Black-box fuzzing ([1], [2], [7]) focuses on input format—ignoring the tested software target. While being efficient and allowing reuse of the same test tools across different tested targets that share the same data formats, this method misses significant code paths. These code paths depend on configuration options or specific complex conditions that are governed by application logic.

In this article, we discuss how to employ a white-box testing approach to fuzzing—leveraging available source or disassembled code of the tested software.

While white-box fuzzing requires a greater testing effort than black-box fuzzing, it provides better testing coverage—achieving higher tested-software quality, and ultimately completely eradicating defects that fuzzing can find.

Defect Types Found with Fuzzing

Fuzzing is a systematic way to find defects in code that account for the most severe of security bugs. Fuzzing is capable of finding remote code execution (buffer overruns), permanent denial-of-service (unhandled exceptions, read AVs, thread hangs), and temporary denial-of-service (leaks, memory spikes).

Fuzzing finds not only defects in buffer boundaries validation, but also faults in state machine logic, error handling, and clean-up code.

Fuzzing Taxonomy

Term Definition

Dumb fuzzing

Corruption of data packets randomly without awareness of data structure.

Smart fuzzing

Corruption of data packets with awareness of the data structure, such as encodings (for example, base-64 encoding) and relations (checksums, bits indicating the presence of some fields, fields indicating offsets or lengths of other fields).

Black-box fuzzing

Sending of malformed data without actual verification of which code paths were hit and which were not.

White-box fuzzing

Sending of malformed data with verification that all target code paths were hit—modifying software configuration and the fuzzed data to traverse all data validations in the tested code.

Generation

Generation of fuzzed data automatically—not basing on any previous input.

Mutation

Corruption of valid data according to defect patterns, to produce fuzzed data.

Mutation template

Well-formed buffer that represents an equivalence class of the input. The fuzzer takes the mutation template as an input—producing a fuzzed buffer to be sent to the tested software.

Code coverage

Technology (such as that which is bundled in Microsoft Visual Studio 2005) that allows inspection of which code paths were executed during testing. This is useful for verification of test effectiveness and improvement of test coverage.

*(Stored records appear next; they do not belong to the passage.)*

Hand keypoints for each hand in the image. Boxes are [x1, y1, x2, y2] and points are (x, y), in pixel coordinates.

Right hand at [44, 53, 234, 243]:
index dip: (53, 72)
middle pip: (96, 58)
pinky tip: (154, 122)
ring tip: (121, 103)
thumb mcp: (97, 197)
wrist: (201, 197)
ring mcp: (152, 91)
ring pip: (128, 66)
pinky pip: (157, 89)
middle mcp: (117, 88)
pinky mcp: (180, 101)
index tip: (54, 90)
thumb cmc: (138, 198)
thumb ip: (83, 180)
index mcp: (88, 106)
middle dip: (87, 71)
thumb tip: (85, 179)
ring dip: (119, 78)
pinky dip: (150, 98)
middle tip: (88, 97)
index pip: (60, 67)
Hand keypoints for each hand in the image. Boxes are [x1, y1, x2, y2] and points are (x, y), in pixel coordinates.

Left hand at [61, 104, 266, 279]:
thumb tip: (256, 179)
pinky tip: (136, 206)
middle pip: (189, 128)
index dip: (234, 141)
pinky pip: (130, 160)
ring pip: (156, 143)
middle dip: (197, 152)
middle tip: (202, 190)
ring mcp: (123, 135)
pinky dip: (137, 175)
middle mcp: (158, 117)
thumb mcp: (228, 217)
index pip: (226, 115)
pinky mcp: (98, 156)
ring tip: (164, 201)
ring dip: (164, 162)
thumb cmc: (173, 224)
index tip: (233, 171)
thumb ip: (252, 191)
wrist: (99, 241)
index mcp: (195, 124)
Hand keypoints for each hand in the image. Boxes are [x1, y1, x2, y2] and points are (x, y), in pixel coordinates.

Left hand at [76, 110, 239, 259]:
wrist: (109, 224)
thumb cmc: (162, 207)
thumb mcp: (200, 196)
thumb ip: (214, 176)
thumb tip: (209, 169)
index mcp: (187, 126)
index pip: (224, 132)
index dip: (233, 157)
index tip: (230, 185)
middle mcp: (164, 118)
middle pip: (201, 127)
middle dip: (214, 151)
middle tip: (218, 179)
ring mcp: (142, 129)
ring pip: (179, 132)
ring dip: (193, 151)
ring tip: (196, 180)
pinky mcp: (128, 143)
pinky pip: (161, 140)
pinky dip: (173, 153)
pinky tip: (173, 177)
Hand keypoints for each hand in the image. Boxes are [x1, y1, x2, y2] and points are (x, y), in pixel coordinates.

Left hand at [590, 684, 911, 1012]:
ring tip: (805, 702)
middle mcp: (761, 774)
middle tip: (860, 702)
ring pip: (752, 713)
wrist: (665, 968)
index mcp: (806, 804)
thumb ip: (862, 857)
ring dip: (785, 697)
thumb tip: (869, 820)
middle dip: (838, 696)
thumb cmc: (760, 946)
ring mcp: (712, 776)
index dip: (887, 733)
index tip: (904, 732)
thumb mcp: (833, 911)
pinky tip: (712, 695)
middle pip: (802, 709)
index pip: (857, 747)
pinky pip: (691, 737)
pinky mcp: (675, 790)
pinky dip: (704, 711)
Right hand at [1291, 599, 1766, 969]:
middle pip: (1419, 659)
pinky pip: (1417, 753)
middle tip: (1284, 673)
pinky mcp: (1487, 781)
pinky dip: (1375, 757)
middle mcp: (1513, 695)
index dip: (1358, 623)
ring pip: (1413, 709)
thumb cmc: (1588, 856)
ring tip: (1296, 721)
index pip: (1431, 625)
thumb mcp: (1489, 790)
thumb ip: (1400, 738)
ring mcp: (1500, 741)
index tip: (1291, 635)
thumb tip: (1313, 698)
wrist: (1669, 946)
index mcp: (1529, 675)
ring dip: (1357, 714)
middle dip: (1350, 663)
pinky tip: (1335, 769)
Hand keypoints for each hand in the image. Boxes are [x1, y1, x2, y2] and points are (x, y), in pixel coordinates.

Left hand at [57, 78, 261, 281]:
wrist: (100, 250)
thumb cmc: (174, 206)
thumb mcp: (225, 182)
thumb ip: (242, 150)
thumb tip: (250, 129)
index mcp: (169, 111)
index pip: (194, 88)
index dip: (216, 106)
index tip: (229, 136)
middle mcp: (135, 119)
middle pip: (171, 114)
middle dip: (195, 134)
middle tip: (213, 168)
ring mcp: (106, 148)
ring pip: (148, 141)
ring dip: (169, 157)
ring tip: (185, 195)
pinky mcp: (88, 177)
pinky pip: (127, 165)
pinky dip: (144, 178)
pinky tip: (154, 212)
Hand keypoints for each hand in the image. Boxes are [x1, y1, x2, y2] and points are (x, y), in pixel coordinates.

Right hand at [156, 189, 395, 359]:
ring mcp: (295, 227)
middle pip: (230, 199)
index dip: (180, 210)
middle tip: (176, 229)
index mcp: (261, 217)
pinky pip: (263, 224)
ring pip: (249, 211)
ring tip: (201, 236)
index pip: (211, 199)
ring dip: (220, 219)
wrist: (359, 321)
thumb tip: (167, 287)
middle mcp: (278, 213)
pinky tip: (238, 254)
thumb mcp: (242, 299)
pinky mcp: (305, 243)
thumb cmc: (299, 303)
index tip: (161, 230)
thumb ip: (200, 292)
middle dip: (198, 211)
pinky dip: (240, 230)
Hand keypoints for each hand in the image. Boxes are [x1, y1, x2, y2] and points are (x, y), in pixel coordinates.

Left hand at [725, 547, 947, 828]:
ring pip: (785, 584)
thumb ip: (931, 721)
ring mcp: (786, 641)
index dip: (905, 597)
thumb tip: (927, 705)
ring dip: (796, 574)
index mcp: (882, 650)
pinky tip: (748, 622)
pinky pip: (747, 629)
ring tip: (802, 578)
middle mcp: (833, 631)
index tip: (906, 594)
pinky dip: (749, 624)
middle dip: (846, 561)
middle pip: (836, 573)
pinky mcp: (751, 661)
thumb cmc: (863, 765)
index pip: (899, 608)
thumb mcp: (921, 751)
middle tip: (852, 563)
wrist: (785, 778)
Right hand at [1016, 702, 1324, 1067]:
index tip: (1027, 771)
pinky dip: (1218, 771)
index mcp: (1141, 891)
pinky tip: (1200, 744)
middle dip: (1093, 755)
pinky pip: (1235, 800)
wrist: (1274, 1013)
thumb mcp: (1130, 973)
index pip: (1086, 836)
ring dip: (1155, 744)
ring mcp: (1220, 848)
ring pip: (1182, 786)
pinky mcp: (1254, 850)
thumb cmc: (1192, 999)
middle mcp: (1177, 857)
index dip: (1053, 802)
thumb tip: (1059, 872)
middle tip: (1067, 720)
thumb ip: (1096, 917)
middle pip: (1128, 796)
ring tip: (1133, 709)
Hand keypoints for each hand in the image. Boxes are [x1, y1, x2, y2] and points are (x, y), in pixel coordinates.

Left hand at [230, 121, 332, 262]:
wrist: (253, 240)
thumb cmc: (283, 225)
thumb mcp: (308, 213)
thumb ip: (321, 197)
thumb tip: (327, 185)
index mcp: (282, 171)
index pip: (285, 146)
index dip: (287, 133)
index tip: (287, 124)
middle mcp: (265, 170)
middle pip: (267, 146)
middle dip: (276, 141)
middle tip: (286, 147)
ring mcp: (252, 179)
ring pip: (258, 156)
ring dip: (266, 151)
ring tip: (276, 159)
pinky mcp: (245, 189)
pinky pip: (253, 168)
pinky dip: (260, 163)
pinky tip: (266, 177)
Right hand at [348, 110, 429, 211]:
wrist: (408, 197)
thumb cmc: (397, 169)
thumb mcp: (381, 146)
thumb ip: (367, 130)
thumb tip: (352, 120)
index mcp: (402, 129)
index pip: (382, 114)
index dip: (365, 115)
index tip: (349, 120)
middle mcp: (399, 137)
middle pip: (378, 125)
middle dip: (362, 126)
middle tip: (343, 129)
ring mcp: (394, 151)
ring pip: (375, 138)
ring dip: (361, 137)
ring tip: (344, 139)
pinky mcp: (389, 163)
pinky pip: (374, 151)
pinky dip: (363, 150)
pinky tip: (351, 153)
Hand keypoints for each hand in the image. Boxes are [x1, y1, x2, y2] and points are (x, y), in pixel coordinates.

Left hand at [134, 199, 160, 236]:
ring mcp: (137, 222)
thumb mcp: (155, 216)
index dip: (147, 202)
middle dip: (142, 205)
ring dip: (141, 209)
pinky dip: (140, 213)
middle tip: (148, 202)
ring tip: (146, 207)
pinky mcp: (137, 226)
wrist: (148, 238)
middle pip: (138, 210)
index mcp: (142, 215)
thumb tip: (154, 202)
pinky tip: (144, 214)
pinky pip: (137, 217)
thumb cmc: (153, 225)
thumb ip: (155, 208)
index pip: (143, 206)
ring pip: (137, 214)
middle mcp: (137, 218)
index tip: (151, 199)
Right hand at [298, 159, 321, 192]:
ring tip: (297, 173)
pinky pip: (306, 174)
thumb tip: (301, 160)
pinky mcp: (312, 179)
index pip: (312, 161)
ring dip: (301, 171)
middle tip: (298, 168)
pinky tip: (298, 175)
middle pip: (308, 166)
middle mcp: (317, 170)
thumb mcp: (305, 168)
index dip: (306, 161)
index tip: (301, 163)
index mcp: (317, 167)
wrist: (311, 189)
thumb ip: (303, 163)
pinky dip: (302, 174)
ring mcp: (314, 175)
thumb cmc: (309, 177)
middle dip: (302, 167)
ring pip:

A case study that was conducted on a small Web application (450 lines of code) with four planted defects showed the following number of defects that can be found by using different techniques. The fuzzing was done by using technology that is described later in this article.

Technique Effort Code coverage Defects found

Combination of black box + dumb

10 min

50%

25%

Combination of white box + dumb

30 min

80%

50%

Combination of black box + smart

2 hr

80%

50%

Combination of white box + smart

2.5 hr

99%

100%

Fuzzing Targets

Trust Boundaries

Fuzzing is a verification method for the code that processes input that is received across trust boundaries. Typical trust boundaries include:

  • Files that are received from the Internet (that is, downloaded from the Web, and mail or news attachments).
  • Network sockets.
  • Pipes.
  • RPC interfaces.
  • Driver IOCTLs.
  • ActiveX objects.

However, fuzzing can be applied to other, less typical trust boundaries—for example:

  • Structured data that is stored in a database as blobs (for example, XML) and is written and read by different users.
  • Configuration files that are written by one user and read by another.
  • Message-queue systems (persistent in database or Windows Messages).
  • Shared memory that is used to pass structured information between processes.

Primary vs. Secondary Fuzzing Targets

In a typical componentized software design, code that parses input data places the results in internal data structures or classes and is fairly separated from the logic that then consumes these structures. The parsing code is a primary target for the fuzzing; any unverified assumption about the data structure in it would cause unexpected results. However, the code that further consumes parsed data might also have assumptions about the data that was parsed, and applying fuzzing on this secondary code might also find security defects.

Therefore, during template selection and code coverage, analysis of secondary code should be accounted for, too.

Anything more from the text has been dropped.